Un'unità formale che si colloca lungo la scia delle ormai tradizionali falsità che caratterizzano questa città. Due bugie di una lunga serie. In tutti i “manuali” di lettura toponomastica della città si legge di una via Salvatore Miceli, su cui si insiste imperterriti, trattandosi di fantomatico personaggio frutto della fantasia. In realtà via “S. Miceli” fa riferimento ad un'antica chiesa rurale intitolata a San Michele la cui denominazione negli atti settecenteschi viene riportata come San Micaeli, il cui dittongo “ae” è stato negli atti successivi trascritto erroneamente così come si legge, ovvero soltanto con la lettera “e”: da qui, quindi, “S. Miceli” e, poi, volgarmente spogliato della santità con un mai esistito Salvatore Miceli.
La stessa cosa è accaduta per il cosiddetto Palazzo Blasco.

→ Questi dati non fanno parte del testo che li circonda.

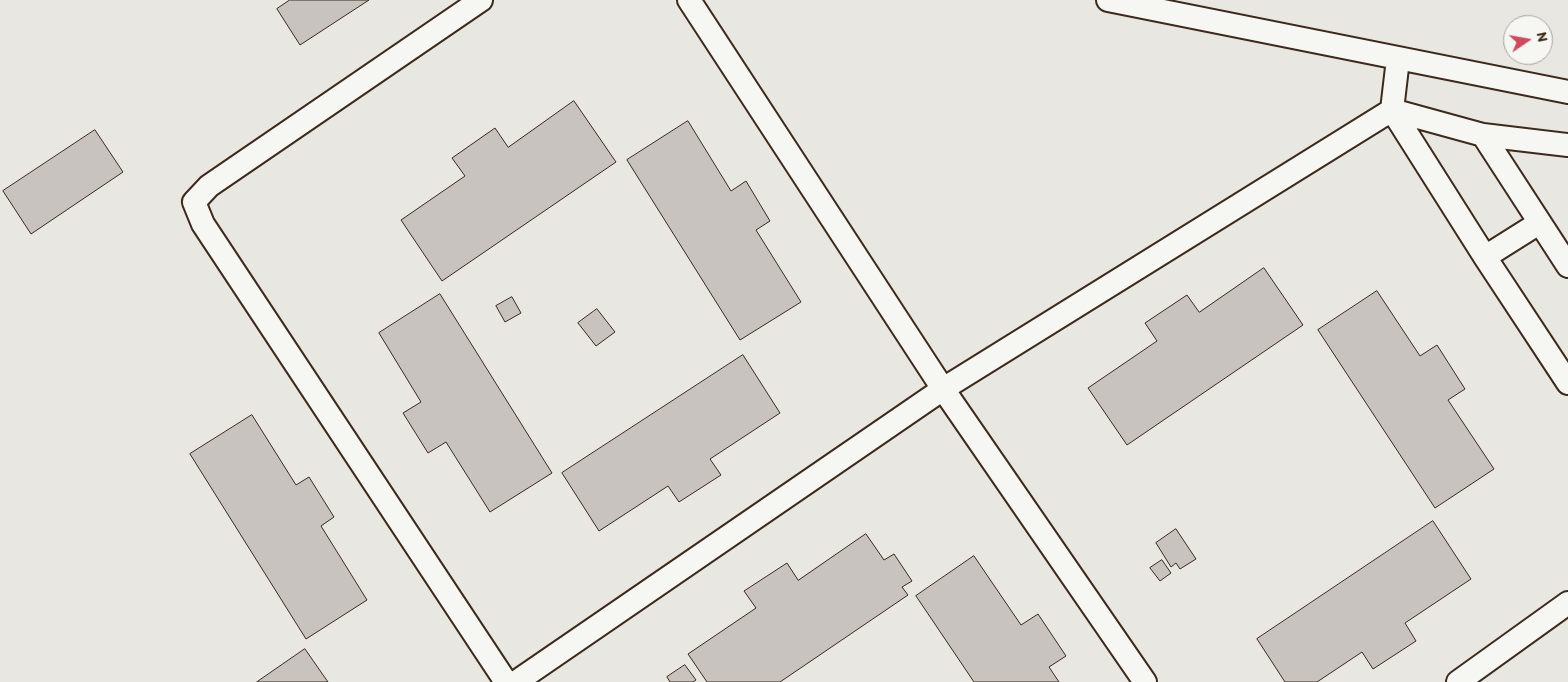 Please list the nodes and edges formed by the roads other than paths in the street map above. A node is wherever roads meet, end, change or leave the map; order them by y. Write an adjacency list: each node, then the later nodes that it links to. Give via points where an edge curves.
1 (481, 0): 15 (street, via 209,186 194,202 203,224)
2 (689, 0): 13 (street)
3 (1108, 0): 4 (street)
4 (1398, 59): 5 (street); 6 (street)
5 (1568, 92)
6 (1392, 110): 7 (street); 10 (street); 13 (street)
7 (1483, 135): 8 (street); 9 (street)
8 (1568, 146)
9 (1539, 222): 10 (street); 11 (street)
10 (1485, 257): 12 (street)
11 (1568, 266)
12 (1567, 378)
13 (943, 389): 16 (street); 17 (street)
14 (1568, 603): 18 (street)
15 (506, 682)
16 (516, 682)
17 (1145, 682)
18 (1458, 682) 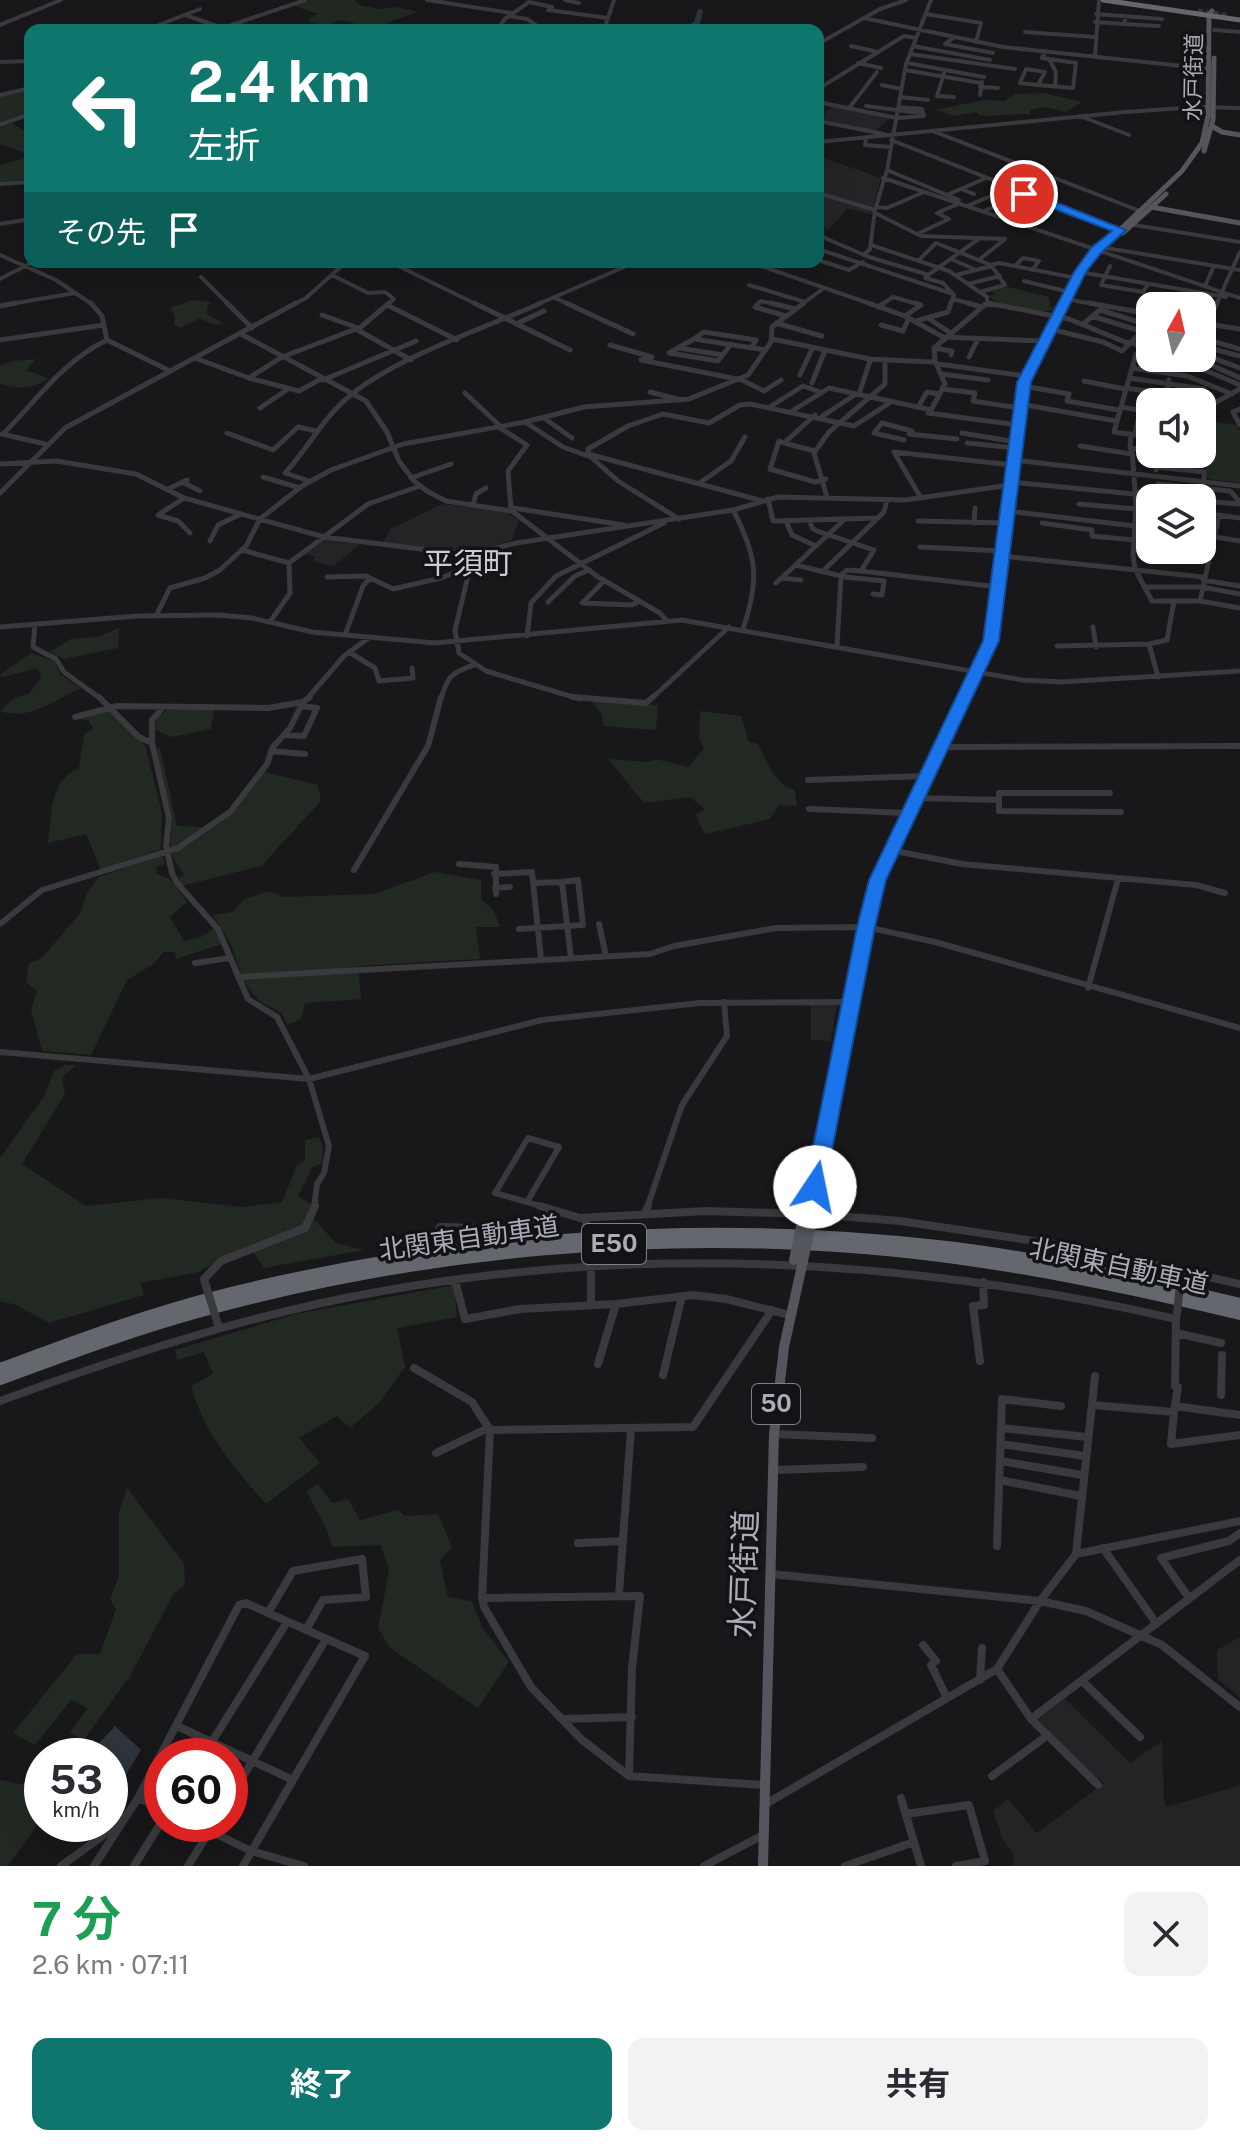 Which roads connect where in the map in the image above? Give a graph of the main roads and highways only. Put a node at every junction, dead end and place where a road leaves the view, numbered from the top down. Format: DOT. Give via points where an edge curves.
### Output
graph roads {
  1 [pos="1101,0"];
  2 [pos="1112,0"];
  3 [pos="1124,0"];
  4 [pos="1133,0"];
  5 [pos="1212,12"];
  6 [pos="1226,15"];
  7 [pos="1240,17"];
  8 [pos="1211,69"];
  9 [pos="1211,107"];
  10 [pos="1212,126"];
  11 [pos="1222,132"];
  12 [pos="1211,135"];
  13 [pos="1240,135"];
  14 [pos="1186,170"];
  15 [pos="1151,206"];
  16 [pos="1240,221"];
  17 [pos="1100,247"];
  18 [pos="1240,1304"];
  19 [pos="1240,1314"];
  20 [pos="0,1369"];
  21 [pos="0,1379"];
  22 [pos="763,1866"];
  1 -- 5 [label="highway"];
  2 -- 3 [label="highway" via="1198,11"];
  4 -- 5 [label="highway"];
  5 -- 7 [label="highway"];
  5 -- 8 [label="main road, 水戸街道 / 50"];
  5 -- 8 [label="main road, 水戸街道 / 50"];
  6 -- 7 [label="highway"];
  8 -- 9 [label="main road, 水戸街道 / 50"];
  9 -- 10 [label="main road, 水戸街道 / 50"];
  9 -- 14 [label="main road, 水戸街道 / 50" via="1202,143"];
  10 -- 11 [label="main road"];
  10 -- 12 [label="main road, 水戸街道 / 50"];
  11 -- 12 [label="main road"];
  11 -- 13 [label="main road"];
  12 -- 14 [label="main road, 水戸街道 / 50" via="1202,155"];
  14 -- 15 [label="main road, 水戸街道 / 50"];
  15 -- 16 [label="main road"];
  15 -- 17 [label="main road, 水戸街道 / 50"];
  15 -- 17 [label="main road, 水戸街道 / 50" via="1134,225"];
  17 -- 22 [label="main road, 水戸街道 / 50, bridge" via="1078,275 1026,376 991,641 890,850 866,927 781,1368 774,1434"];
  18 -- 20 [label="highway, 北関東自動車道 / E50" via="1041,1262 913,1244 772,1234 630,1234 467,1248 328,1271 189,1305"];
  19 -- 21 [label="highway, 北関東自動車道 / E50" via="1037,1271 911,1253 770,1243 632,1243 470,1257 305,1286 149,1327"];
}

Si tratta in realtà del palazzo costruito alla fine dell'ottocento, sulle tracce di un precedente fabbricato dell'antica famiglia Mazza, da Davide Mauro e Alessandro Cimino e poi trasferito al demanio pubblico per essere destinato a Reale Ginnasio, in seguito ad autorizzazione del prefetto con decreto del 10 ottobre 1916. Per interrompere l'incredibile serie di bugie, sarebbe il caso di intitolare, a futura memoria, il più importante spazio urbano “Piazza Scioglimento”, da ridenominare poi “Piazza Risorgimento”, quando cambieranno sostanzialmente le condizioni socioculturali della città.